Notebook Version: 1.0
Python Version: Python 3.8 - AzureML
Required Packages: Msticpy, Msticnb, matplotlib, ipywidgets
Platforms Supported: Azure Machine Learning Notebooks
Data Source Required: Yes
Data Source: SecurityEvents
Description
In this sample guided scenario notebook, we will demonstrate how to hunt for anamalous user logon activity using Isolation forest model.
We will start with reading historical windows logon data from Microsoft Sentinel workspace, then we will
prepocess the dataset using series of data preparation steps such as aggregation, summarization, data type conversion, deriving new fields etc.
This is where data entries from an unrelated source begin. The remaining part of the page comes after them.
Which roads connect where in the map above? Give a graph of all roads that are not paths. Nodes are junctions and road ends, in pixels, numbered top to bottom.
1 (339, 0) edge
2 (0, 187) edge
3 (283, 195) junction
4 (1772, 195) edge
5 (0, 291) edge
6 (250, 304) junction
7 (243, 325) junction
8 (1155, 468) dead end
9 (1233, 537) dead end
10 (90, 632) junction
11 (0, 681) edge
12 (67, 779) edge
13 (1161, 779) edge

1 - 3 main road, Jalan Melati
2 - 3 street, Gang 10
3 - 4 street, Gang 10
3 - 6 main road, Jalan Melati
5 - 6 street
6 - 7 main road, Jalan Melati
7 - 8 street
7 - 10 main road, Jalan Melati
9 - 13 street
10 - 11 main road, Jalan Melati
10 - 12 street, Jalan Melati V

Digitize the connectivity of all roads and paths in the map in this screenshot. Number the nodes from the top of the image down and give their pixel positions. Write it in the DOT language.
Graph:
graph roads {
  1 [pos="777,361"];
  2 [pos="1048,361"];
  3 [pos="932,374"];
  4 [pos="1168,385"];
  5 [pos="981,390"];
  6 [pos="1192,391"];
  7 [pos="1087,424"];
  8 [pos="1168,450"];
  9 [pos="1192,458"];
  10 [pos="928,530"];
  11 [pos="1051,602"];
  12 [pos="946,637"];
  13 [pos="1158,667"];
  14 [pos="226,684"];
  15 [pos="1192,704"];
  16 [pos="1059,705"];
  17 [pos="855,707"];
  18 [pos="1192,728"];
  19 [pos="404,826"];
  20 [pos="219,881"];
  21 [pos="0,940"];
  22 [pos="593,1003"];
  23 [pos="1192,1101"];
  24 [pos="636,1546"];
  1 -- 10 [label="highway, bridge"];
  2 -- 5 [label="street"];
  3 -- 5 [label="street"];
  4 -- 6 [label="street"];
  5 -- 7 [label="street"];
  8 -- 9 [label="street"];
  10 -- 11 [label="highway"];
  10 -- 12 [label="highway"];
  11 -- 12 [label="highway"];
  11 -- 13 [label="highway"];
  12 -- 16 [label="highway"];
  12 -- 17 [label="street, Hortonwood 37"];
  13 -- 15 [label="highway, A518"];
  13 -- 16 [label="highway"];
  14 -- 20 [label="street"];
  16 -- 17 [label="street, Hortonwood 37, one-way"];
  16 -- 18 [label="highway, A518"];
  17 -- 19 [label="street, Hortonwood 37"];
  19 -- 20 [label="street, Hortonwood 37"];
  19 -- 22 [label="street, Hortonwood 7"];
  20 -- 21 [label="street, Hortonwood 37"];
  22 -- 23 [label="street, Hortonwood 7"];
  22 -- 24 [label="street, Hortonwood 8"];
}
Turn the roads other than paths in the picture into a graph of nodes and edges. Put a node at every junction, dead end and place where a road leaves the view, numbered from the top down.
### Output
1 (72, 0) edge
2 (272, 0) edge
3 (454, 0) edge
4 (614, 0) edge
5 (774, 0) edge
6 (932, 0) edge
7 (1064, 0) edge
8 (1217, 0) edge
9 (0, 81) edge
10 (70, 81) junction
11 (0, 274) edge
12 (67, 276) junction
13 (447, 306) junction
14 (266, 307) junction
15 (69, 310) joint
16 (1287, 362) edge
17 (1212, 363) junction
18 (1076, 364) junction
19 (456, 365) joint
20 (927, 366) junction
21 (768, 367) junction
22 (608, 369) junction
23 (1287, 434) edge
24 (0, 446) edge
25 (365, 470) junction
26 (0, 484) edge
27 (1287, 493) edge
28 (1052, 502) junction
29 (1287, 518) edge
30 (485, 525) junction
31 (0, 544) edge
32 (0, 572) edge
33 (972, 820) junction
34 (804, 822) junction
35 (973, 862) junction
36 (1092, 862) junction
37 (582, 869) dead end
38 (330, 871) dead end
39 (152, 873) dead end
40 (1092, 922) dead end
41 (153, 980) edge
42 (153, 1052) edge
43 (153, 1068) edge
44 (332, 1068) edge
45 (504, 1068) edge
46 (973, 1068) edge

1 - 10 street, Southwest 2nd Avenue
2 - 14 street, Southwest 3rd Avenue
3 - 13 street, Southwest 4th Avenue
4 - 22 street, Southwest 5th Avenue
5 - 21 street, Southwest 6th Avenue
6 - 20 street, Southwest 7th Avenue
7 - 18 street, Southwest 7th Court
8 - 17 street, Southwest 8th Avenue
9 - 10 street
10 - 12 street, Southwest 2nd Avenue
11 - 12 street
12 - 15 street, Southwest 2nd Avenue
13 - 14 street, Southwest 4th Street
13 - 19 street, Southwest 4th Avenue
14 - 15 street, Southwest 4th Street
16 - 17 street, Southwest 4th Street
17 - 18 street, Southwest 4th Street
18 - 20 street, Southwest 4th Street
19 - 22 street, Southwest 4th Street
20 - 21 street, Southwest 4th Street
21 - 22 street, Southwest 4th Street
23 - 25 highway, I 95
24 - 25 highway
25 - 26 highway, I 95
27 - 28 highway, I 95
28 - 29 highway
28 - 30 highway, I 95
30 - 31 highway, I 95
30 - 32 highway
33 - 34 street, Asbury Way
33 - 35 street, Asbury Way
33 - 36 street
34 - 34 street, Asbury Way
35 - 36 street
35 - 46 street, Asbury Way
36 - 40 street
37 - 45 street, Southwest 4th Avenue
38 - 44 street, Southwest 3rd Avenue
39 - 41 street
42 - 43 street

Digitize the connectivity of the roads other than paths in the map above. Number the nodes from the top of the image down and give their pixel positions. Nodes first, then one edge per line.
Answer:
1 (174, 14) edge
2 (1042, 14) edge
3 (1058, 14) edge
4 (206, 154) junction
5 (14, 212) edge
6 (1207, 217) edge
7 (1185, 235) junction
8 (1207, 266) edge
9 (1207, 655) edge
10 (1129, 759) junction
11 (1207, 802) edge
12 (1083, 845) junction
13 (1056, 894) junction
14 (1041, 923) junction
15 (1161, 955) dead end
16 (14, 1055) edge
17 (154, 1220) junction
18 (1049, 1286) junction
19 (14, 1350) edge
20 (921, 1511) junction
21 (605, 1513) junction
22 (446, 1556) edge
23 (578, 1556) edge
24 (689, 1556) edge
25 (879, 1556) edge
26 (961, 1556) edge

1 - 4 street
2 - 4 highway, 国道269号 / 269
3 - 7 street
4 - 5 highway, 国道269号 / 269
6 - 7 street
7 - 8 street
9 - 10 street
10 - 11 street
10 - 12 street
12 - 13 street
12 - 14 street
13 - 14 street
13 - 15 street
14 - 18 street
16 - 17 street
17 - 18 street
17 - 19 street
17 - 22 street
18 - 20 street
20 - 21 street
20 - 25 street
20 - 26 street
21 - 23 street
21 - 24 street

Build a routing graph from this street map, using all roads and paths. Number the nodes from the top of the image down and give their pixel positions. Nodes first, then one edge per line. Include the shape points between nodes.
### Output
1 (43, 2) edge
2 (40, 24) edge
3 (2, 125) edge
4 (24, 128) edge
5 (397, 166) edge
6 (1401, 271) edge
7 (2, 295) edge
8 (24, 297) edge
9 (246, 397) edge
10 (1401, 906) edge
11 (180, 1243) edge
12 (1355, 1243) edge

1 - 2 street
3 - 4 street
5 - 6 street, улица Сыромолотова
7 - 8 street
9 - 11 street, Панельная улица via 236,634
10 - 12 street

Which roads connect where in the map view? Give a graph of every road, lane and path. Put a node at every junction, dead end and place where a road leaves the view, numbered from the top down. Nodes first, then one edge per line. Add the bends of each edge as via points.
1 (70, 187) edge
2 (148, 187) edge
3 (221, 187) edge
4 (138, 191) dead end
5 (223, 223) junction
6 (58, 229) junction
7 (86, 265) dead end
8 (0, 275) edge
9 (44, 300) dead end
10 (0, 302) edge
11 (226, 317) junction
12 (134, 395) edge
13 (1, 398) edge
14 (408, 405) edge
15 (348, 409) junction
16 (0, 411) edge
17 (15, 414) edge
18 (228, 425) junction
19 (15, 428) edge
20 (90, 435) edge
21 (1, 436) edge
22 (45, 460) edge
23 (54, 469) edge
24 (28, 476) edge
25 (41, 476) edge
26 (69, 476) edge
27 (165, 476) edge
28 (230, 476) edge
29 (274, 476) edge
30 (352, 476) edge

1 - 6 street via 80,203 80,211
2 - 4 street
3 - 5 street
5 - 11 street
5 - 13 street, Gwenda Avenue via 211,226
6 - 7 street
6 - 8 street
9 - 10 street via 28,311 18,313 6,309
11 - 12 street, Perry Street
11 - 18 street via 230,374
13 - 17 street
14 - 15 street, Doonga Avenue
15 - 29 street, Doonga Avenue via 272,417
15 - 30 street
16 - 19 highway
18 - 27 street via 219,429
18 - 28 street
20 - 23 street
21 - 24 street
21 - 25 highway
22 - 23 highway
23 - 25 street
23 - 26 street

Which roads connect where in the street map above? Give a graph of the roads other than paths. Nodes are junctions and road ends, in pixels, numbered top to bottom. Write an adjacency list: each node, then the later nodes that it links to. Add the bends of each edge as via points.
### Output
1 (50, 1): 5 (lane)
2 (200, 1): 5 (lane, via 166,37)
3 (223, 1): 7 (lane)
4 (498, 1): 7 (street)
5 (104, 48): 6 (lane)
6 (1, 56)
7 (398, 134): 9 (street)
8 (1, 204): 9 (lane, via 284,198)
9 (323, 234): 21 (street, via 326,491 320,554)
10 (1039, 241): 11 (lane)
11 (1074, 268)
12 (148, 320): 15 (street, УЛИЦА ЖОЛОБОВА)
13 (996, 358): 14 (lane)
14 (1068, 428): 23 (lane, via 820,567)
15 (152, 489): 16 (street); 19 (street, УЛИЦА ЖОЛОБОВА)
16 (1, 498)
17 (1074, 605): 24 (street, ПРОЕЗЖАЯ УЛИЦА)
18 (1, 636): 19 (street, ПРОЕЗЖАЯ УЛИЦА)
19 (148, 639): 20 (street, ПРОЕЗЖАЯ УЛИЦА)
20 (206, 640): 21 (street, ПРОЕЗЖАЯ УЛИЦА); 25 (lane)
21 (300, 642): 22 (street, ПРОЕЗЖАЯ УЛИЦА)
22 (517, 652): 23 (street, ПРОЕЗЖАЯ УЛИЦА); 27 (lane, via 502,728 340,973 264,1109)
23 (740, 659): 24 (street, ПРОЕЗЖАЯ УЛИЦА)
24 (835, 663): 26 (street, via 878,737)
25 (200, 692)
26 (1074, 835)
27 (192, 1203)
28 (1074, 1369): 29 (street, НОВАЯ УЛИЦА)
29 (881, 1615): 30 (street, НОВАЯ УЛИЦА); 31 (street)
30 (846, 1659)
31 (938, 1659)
Then we will perform Feature Engineering and select subset of features
from the data prepared from previous steps to create isolation forest model. Finally, we will run the model to score the results and identify anomalies with higher score.
The isolation forest algorithm will split the data into two parts based on random threshold value. It will recursively continue the splitting until each data point is isolated. Then we will detect anomalies using isolation (how far a data point is to the rest of the data).
To detect an anomaly the isolation forest takes the average path length (number of splits to isolate a sample) of all the trees
for a given instance and uses this to determine if it is an anomaly (average shorter path lengths indicate anomalies)
*Disclaimer:* Some of the sections in the Notebook such as PCA plot visualization , interpreting SHAP values , customizing anomaly algorithm score will require prior knowledge and understanding of data science algorithms and interpreting results or visualization etc which is typically known to Data Scientists. We have included one liner notes about the context and reasoning where possible but may need to refer other resources to grasp the concepts.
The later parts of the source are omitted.